While the specific embodiments of the present disclosure have been described above with reference to the drawings, it should be understood that the present disclosure is not limited to the embodiments, and that various modifications and changes can be made by one skilled in the art without inventive effort on the basis of the technical solutions of the present disclosure while remaining within the scope of the present disclosure.

Claims

1. A multi-intelligent system task scheduling method for a process industry, comprising:

Acquiring an initial job sequence of a task, and completing a field Agent required by each job and processing time required by each field Agent executing each job;

the intelligent cooperative control model performs task scheduling according to the job sequence;

The task scheduling method searches for an optimal job sequence by minimizing the sum of idle time of all on-site agents;

The TS_ QLEARNING algorithm is a combination of a tabu search algorithm and a Q learning algorithm, and initial solutions of a preset number of operation sequences are obtained through the tabu search algorithm and stored in a tabu table; based on the initial solution in the tabu list, carrying out optimization solution through QLEARNING algorithm to obtain an optimal operation sequence;

In the optimization process of the TS_ QLEARNING algorithm, the idle time is used as a feedback signal, and a complete operation sequence and the corresponding total idle time are obtained through iterative calculation; wherein the initial solution of TS QLEARNING is randomly obtained from the list of taboos.

2. The multi-intelligent system task scheduling method for the process industry according to claim 1, wherein the intelligent cooperative control model is of a layered structure, an upper system Agent is used for uniform resource scheduling and task allocation, each lower workshop Agent comprises a workshop control Agent and a plurality of field agents, the system agents issue tasks through buses, task decomposition is achieved through cooperation among workshops, the tasks are allocated to the field agents through the workshop control agents, and the field agents cooperate with each other to complete the tasks.

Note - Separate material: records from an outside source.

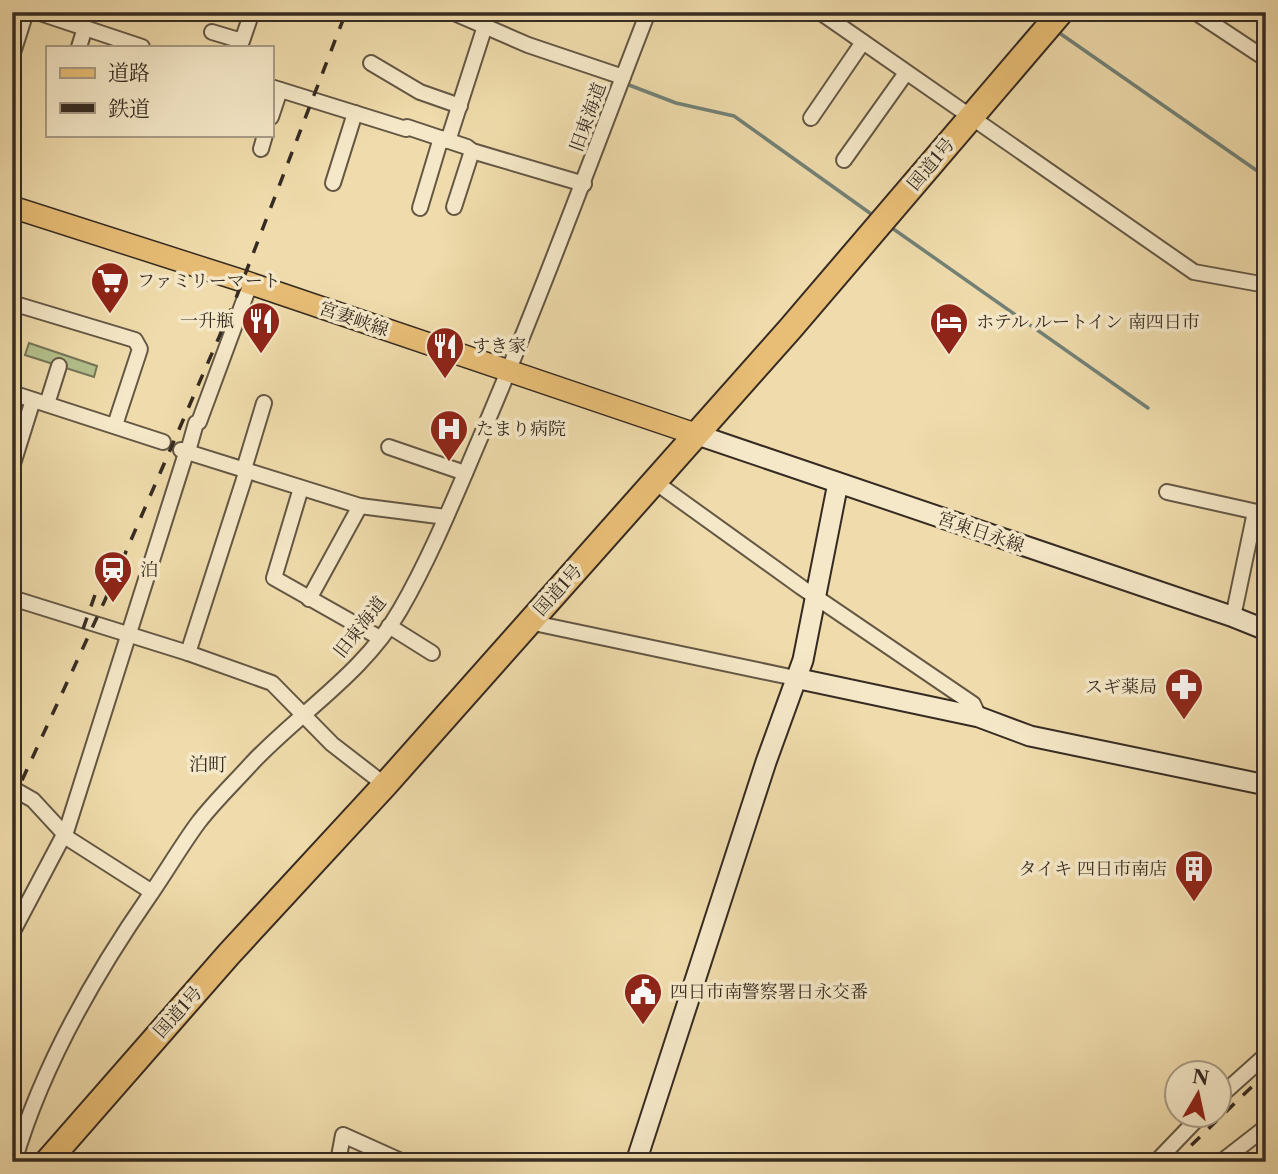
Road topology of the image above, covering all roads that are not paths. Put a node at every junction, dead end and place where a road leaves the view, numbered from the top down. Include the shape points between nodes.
1 (26, 12) edge
2 (37, 12) edge
3 (252, 12) edge
4 (452, 12) edge
5 (474, 12) edge
6 (648, 12) edge
7 (1061, 12) edge
8 (1195, 12) edge
9 (828, 15) edge
10 (85, 28) junction
11 (489, 28) junction
12 (212, 32) dead end
13 (863, 43) junction
14 (79, 46) edge
15 (136, 46) edge
16 (12, 57) edge
17 (1266, 59) edge
18 (372, 63) dead end
19 (906, 72) junction
20 (623, 77) junction
21 (276, 89) edge
22 (460, 106) junction
23 (355, 113) junction
24 (971, 117) junction
25 (811, 118) dead end
26 (445, 140) junction
27 (472, 151) junction
28 (844, 160) dead end
29 (333, 183) dead end
30 (584, 184) junction
31 (12, 207) edge
32 (454, 207) dead end
33 (420, 208) dead end
34 (250, 284) junction
35 (1266, 285) edge
36 (12, 303) edge
37 (59, 366) dead end
38 (509, 371) junction
39 (12, 393) edge
40 (264, 403) dead end
41 (36, 404) junction
42 (115, 425) junction
43 (695, 435) junction
44 (163, 442) dead end
45 (389, 447) dead end
46 (185, 450) junction
47 (12, 467) edge
48 (246, 470) junction
49 (465, 473) junction
50 (655, 482) junction
51 (838, 484) junction
52 (301, 488) junction
53 (1167, 492) dead end
54 (360, 506) junction
55 (1261, 513) edge
56 (446, 517) junction
57 (816, 595) junction
58 (12, 598) edge
59 (309, 599) junction
60 (1233, 617) junction
61 (529, 622) junction
62 (1266, 630) edge
63 (384, 632) junction
64 (128, 634) junction
65 (188, 653) junction
66 (432, 653) dead end
67 (795, 678) junction
68 (303, 717) junction
69 (979, 717) junction
70 (385, 785) junction
71 (1266, 785) edge
72 (12, 788) edge
73 (65, 835) junction
74 (152, 892) junction
75 (12, 933) edge
76 (1266, 1055) edge
77 (1232, 1086) edge
78 (1266, 1127) edge
79 (1189, 1128) edge
80 (13, 1162) edge
81 (47, 1162) edge
82 (338, 1162) edge
83 (403, 1162) edge
84 (636, 1162) edge
85 (1156, 1162) edge
86 (1221, 1162) edge

1 - 16 street
2 - 10 street
3 - 12 street via 242,41
4 - 11 street
5 - 11 street via 493,24
6 - 20 street, 旧東海道
7 - 24 highway, 国道1号
8 - 17 street
9 - 13 street
10 - 14 street
10 - 15 street
11 - 20 street
11 - 22 street
13 - 19 street
13 - 25 street
18 - 22 street via 420,93
19 - 24 street
19 - 28 street
20 - 30 street, 旧東海道
21 - 23 street
22 - 26 street
23 - 26 street
23 - 29 street
24 - 35 street via 1194,272
24 - 43 highway, 国道1号
26 - 27 street
26 - 33 street
27 - 30 street
27 - 32 street
30 - 38 street, 旧東海道
31 - 34 main road, 宮妻峡線
34 - 38 main road, 宮妻峡線
34 - 46 street via 200,422
36 - 42 street via 135,340 140,349
37 - 41 street
38 - 43 main road, 宮妻峡線
38 - 49 street, 旧東海道
39 - 41 street
40 - 48 street
41 - 42 street
41 - 47 street
42 - 44 street
43 - 50 highway, 国道1号
43 - 51 street, 宮東日永線
45 - 49 street
46 - 48 street
46 - 64 street
48 - 52 street
48 - 65 street
49 - 56 street, 旧東海道
50 - 57 street
50 - 61 highway, 国道1号
51 - 57 street
51 - 60 street, 宮東日永線
52 - 54 street
52 - 59 street via 274,578
53 - 55 street
54 - 56 street
54 - 59 street
55 - 60 street
56 - 63 street, 旧東海道 via 399,612
57 - 67 street
57 - 69 street via 973,704
58 - 64 street
59 - 63 street
60 - 62 street, 宮東日永線
61 - 67 street
61 - 70 highway, 国道1号
63 - 66 street
63 - 68 street, 旧東海道
64 - 65 street
64 - 73 street
65 - 68 street via 272,683
67 - 69 street
67 - 84 street
68 - 70 street
68 - 74 street, 旧東海道 via 254,760 199,822
69 - 71 street via 1030,736
70 - 81 highway, 国道1号
72 - 73 street via 33,800
73 - 74 street
73 - 75 street
74 - 80 street, 旧東海道 via 78,1009
76 - 77 street
78 - 86 street
79 - 85 street
82 - 83 street via 343,1135

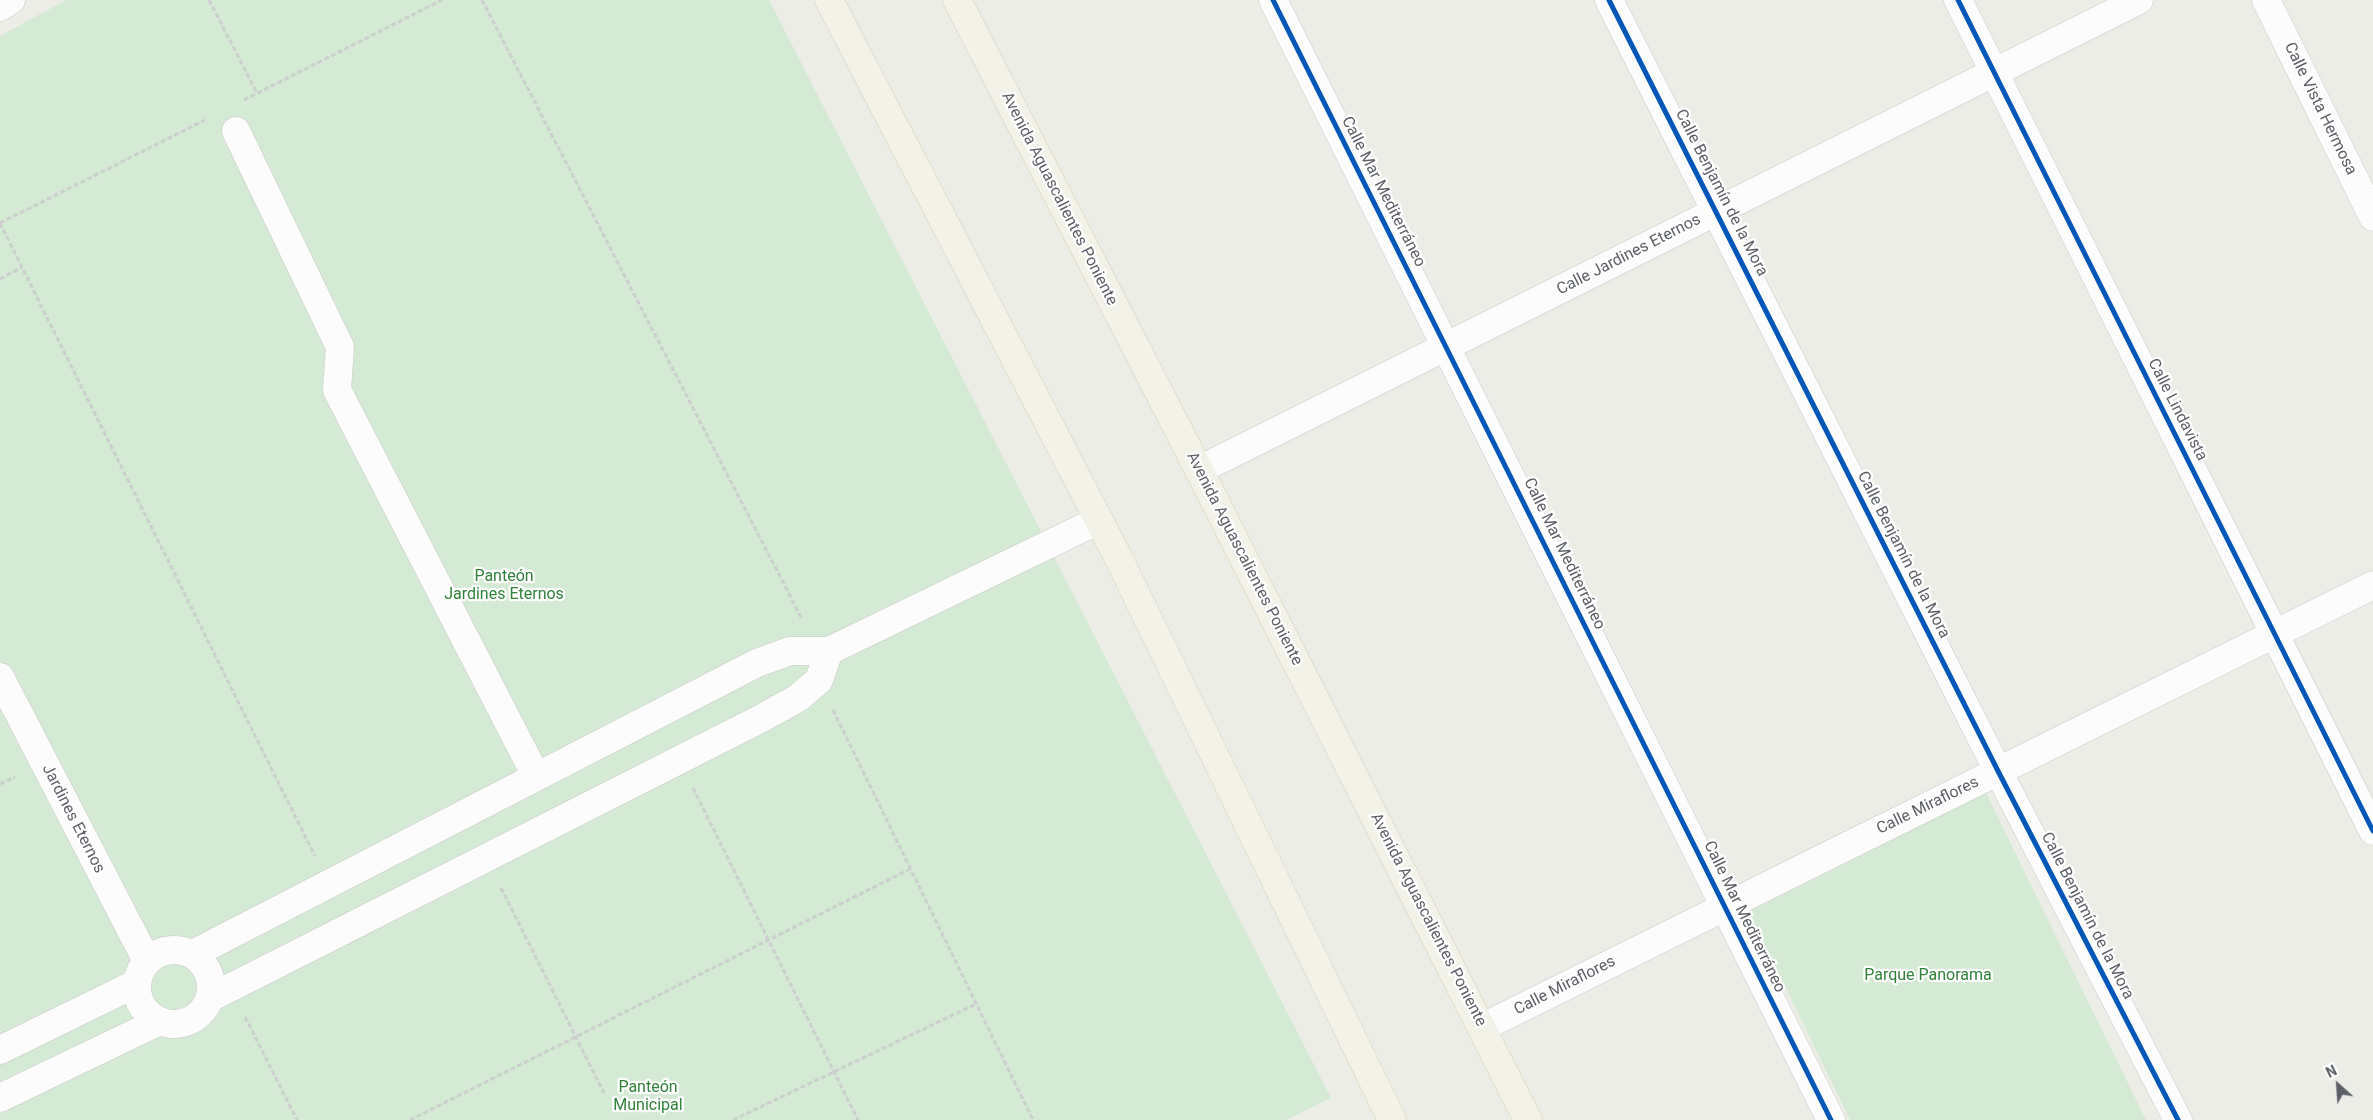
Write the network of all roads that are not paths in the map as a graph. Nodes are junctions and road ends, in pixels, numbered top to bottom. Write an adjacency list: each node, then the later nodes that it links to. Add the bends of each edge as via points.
1 (12, 0): 9 (street)
2 (829, 0): 16 (main road)
3 (957, 0): 15 (main road, Avenida Aguascalientes Poniente)
4 (1273, 0): 14 (street, Calle Mar Mediterráneo)
5 (1609, 0): 12 (street, Calle Benjamín de la Mora)
6 (1958, 0): 10 (street, Calle Lindavista)
7 (2139, 0): 10 (street, Calle Jardines Eternos)
8 (2266, 0): 13 (street, Calle Vista Hermosa)
9 (0, 6)
10 (1994, 72): 12 (street, Calle Jardines Eternos); 18 (street, Calle Lindavista)
11 (236, 131): 22 (street, via 340,347 337,390)
12 (1716, 211): 14 (street, Calle Jardines Eternos); 21 (street, Calle Benjamín de la Mora)
13 (2373, 217)
14 (1446, 346): 15 (street, Calle Jardines Eternos); 24 (street, Calle Mar Mediterráneo)
15 (1199, 470): 29 (main road, Avenida Aguascalientes Poniente)
16 (1100, 520): 19 (street); 32 (main road)
17 (2373, 585): 18 (street, Calle Miraflores)
18 (2274, 634): 21 (street, Calle Miraflores); 23 (street, Calle Lindavista)
19 (829, 651): 22 (street, via 790,652 757,663); 27 (street, via 819,680 798,698)
20 (0, 677): 26 (street, Jardines Eternos)
21 (1998, 771): 24 (street, Calle Miraflores); 35 (street, Calle Benjamín de la Mora)
22 (536, 776): 25 (street)
23 (2373, 831)
24 (1725, 907): 29 (street, Calle Miraflores); 34 (street, Calle Mar Mediterráneo)
25 (193, 954): 26 (street, via 181,950 156,954); 27 (street, via 209,973 211,985)
26 (142, 972): 28 (street, via 137,995 142,1006); 30 (street)
27 (220, 992): 28 (street, via 194,1018 171,1024)
28 (160, 1021): 31 (street)
29 (1483, 1027): 33 (main road, Avenida Aguascalientes Poniente)
30 (0, 1050)
31 (0, 1098)
32 (1392, 1120)
33 (1528, 1120)
34 (1830, 1120)
35 (2178, 1120)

3. A multi-intelligent system task scheduling method for use in a process industry as claimed in claim 1, wherein said scheduling method requires following constraints:

4. A multi-intelligent system task scheduling method for a process industry, as set forth in claim 1, wherein said tasks comprise jobs that require processing by a plurality of on-site agents.

5. A multi-intelligent system task scheduling system for use in a process industry, comprising:

The optimal operation sequence acquisition module is used for solving an optimal operation sequence by utilizing a TS_ QLEARNING algorithm, and the intelligent cooperative control model performs task scheduling according to the operation sequence;

6. An electronic device comprising a memory, a processor and a computer program stored for execution on the memory, wherein the processor, when executing the program, implements a multi-agent system task scheduling method for a process industry as claimed in any one of claims 1-4.

7. A computer readable storage medium having stored thereon a computer program, which when executed by a processor implements a multi-agent system task scheduling method for a process industry according to any of claims 1-4.